Wednesday, July 23, 2008

Am I going bonkers?

Am I going bonkers? I am 31, single and I don't believe in relationships anymore.

The other day, I had a lunchtime conversation with a friend and the topic was knowing what you know today, what would you do differently in your 20s?

Without hesitation, I said I would put less emphasis on having a girlfriend. That's right. I would delay finding myself a steady and see how long I could keep that up.

But why would anyone want to do that?

I dunno. But I have been having these weird ideas in my head lately. Ideas that say marriage is the only real solution and that sex is best done within its confines and that perhaps delayed gratification is not such a bad thing after all.

Ideas that suggest maybe what I want for myself is to stay single and commit only when the right person comes along. Commit, as in marry. No long-drawn courtships, no trying out different girlfriends, nothing.

Ideas that say maybe, instead of excitement, what I want for myself is peace of mind and stability.

OMG, I've become a boring person. How did it get to this?

I'm not sure. But I do remember years ago when I got divorced, one of the things I set out wanting to understand was the intricacies of the relationship between man and woman.

Why, for example, does God prohibit free mingling between the sexes?

I prayed. I read.

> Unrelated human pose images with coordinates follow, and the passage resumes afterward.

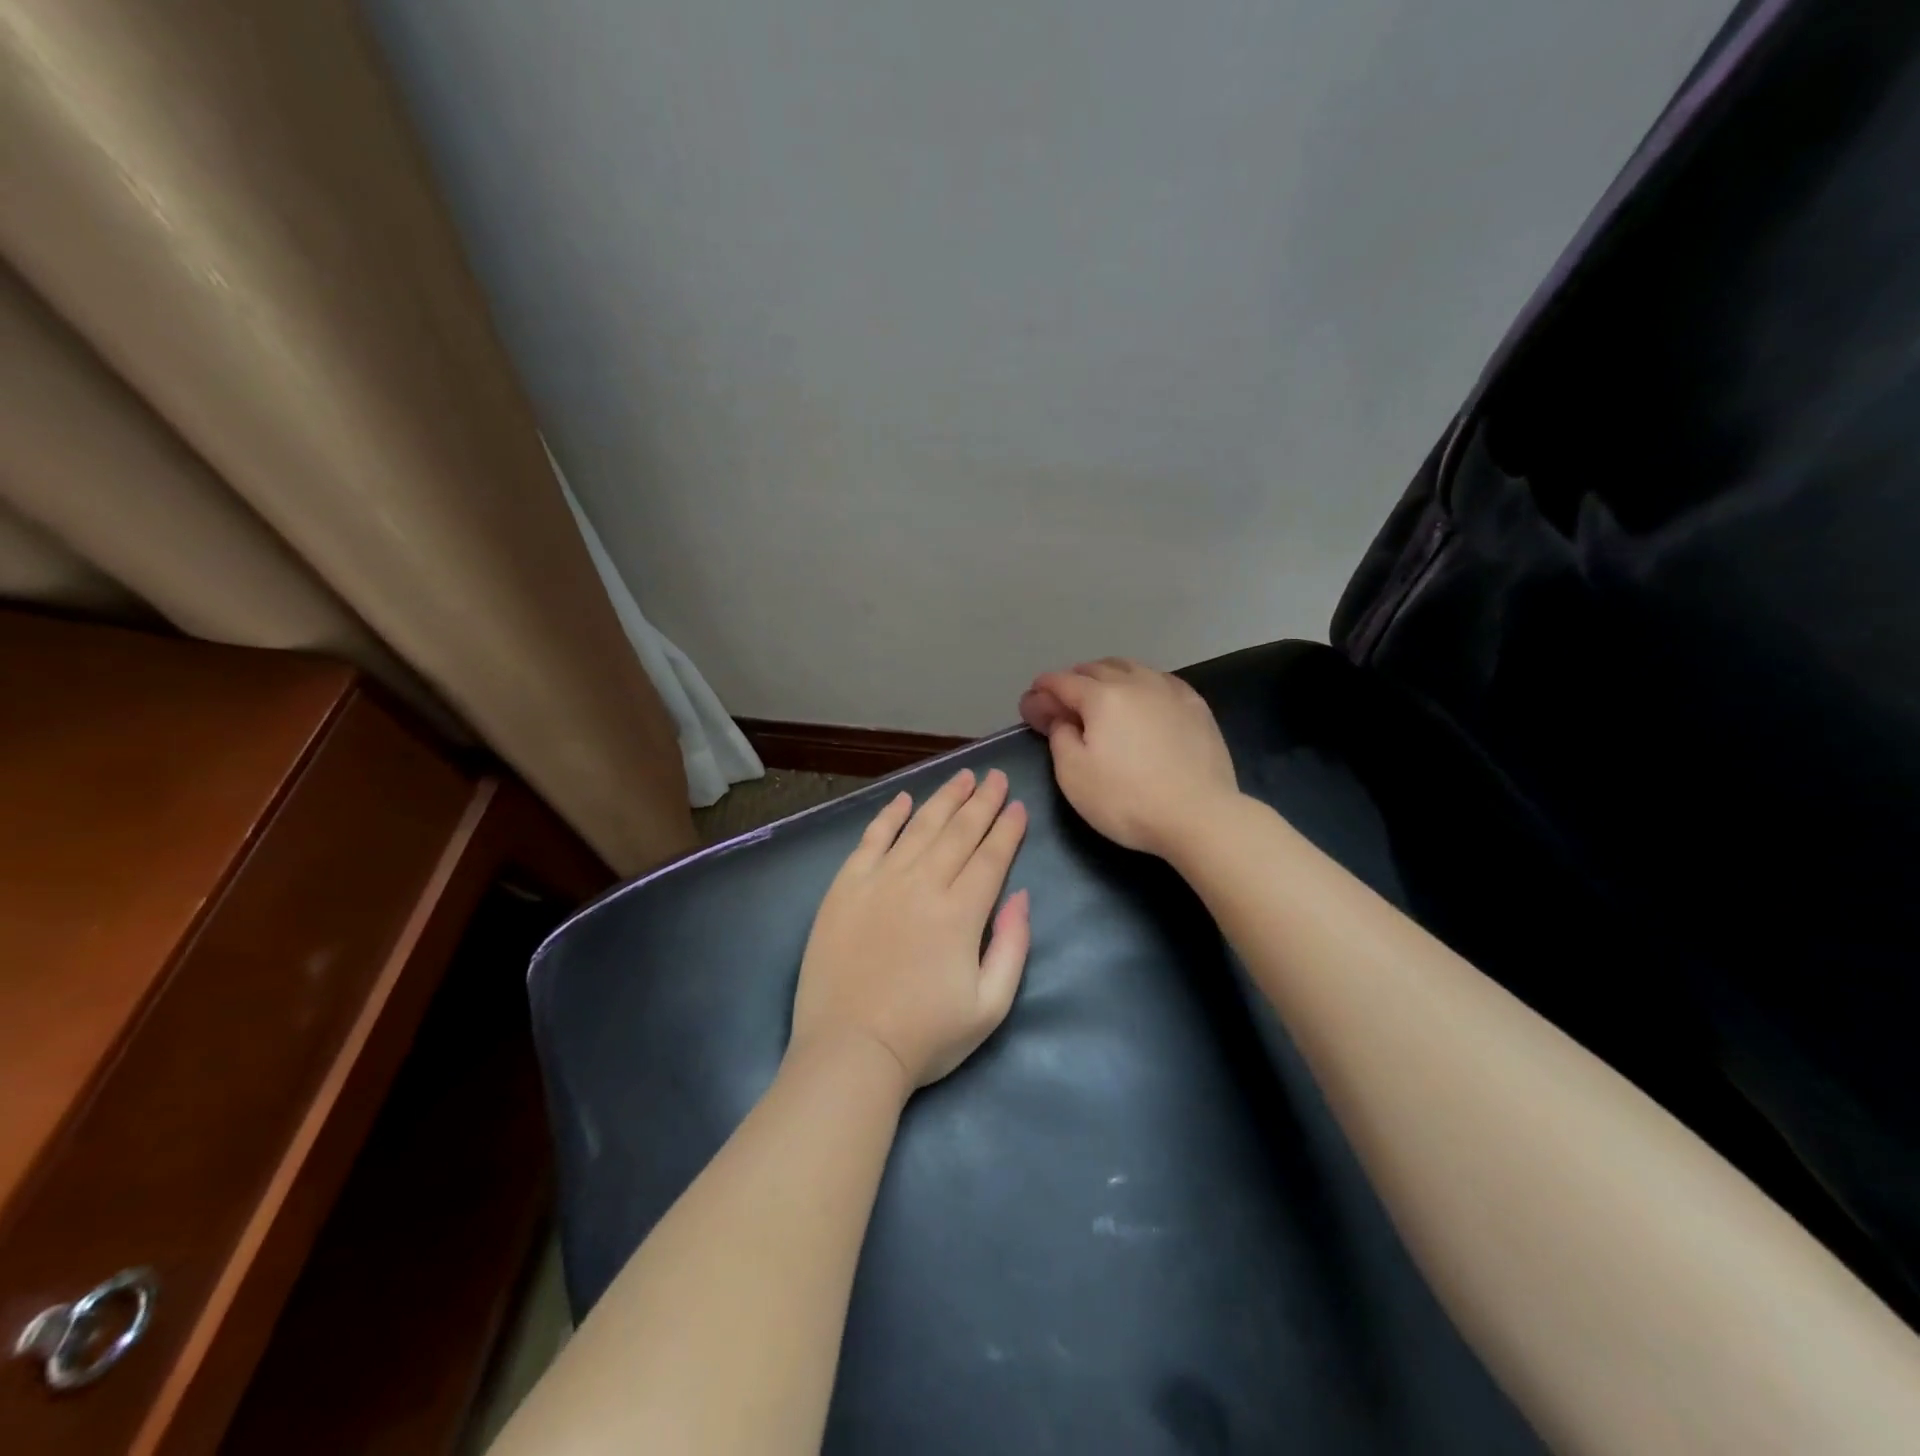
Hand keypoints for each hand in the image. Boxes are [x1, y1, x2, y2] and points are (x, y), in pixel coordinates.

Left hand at [790, 768, 1030, 1090]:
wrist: (850, 1051)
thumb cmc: (925, 1037)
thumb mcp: (990, 1006)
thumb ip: (1012, 945)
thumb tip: (1021, 896)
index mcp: (961, 912)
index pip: (991, 856)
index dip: (1007, 828)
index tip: (1018, 805)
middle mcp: (922, 884)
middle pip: (959, 831)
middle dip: (982, 801)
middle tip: (995, 776)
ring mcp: (880, 881)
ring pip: (919, 826)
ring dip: (944, 798)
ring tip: (962, 777)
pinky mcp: (845, 887)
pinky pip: (871, 839)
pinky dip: (889, 816)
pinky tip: (903, 799)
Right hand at [1020, 658, 1238, 857]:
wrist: (1199, 816)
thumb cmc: (1126, 799)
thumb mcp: (1073, 775)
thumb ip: (1059, 737)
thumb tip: (1060, 717)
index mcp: (1102, 696)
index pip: (1062, 681)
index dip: (1042, 690)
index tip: (1031, 703)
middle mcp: (1136, 682)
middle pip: (1096, 668)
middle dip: (1073, 680)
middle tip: (1063, 702)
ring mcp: (1171, 691)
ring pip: (1131, 668)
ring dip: (1108, 676)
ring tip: (1100, 695)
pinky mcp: (1196, 706)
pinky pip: (1160, 681)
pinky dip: (1141, 684)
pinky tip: (1142, 700)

I reflected and I spoke to like-minded friends.

My education is by no means complete but these are what I have learnt:

1. Words of love are not to be thrown around freely.
2. The nights that you spend with that special person before marriage are better off spent after marriage.
3. There is no such thing as only one person is right for you.
4. We are put on this Earth for a purpose and, compared to that bigger purpose, 'love' is way insignificant.

Which is why, when I look at today's young couples, I tell myself this is not for me.


So yes, if I were in my 20s, I would postpone having a girlfriend.

1 Comments:

At 8:28 PM, Blogger munchkin said...

Hey babe

No, you're not going bonkers. I guess, it's just a sign of maturity! Hahah.. :p

Well anyway, sebenarnya, I pun dulu jaded jugak pasal love and relationships ni. But my recent trip to Taj Mahal changed it all.

Yes, now, I do believe in love. I do believe in the power of love. When you love someone so much, you will give your all for him/her. You sacrifce. You give, and not expecting anything in return. You love - unconditionally.

If you asked what I'd do differently in my 20s, I'd say -- nothing kot. I have enjoyed all my relationships, albeit the pain and the endless tears.

I think, I've learned from each and every one of those (failed) relationships. It made me tougher - though not necessarily wiser. Heheh.

So if I could live my life again, I'd do exactly what I did - fell stupidly in love with a married man, spent most of my "young adult" life dating the wrong guys - not of the same religion, younger, monetarily challenged (heheh), etc.

Having done all that, now I'm just waiting for the right guy to marry me. You see, all these years, and in all my previous relationships, it has always been me who has given more. I think, I'm tired of trying to please, trying to make things work. Now, I am waiting for a guy who would love me and do stuff for me. I'm waiting for my Shahjahan, who would love me, unconditionally.

Sounds like a tall order kan.. but if God wills it to happen, it will happen. Otherwise, I have no regrets as I have felt so loved and so pampered before. And I have been in love once or twice and I can say that it was among the happiest moments of my life, even though it didn't last too long.. :p

Oh, back to your question why God prohibits free mingling of the opposite sex - well, I guess, when you know too much and you experience too much, then the expectations would be higher. For instance, if a girl has had the best sex, seen a much bigger and nicer male genital, and then end up marrying someone who doesn't quite have the right size (or worse still, don't know how to use his tool), then it's a pity for the guy kan, sebab obviously she will be comparing him to her other sexual encounters.

I mean, making comparisons is definitely not a fair thing to do, but sometimes, you don't have control over the mind. It will think what it wants to think and it will compare what it wants to compare, kan?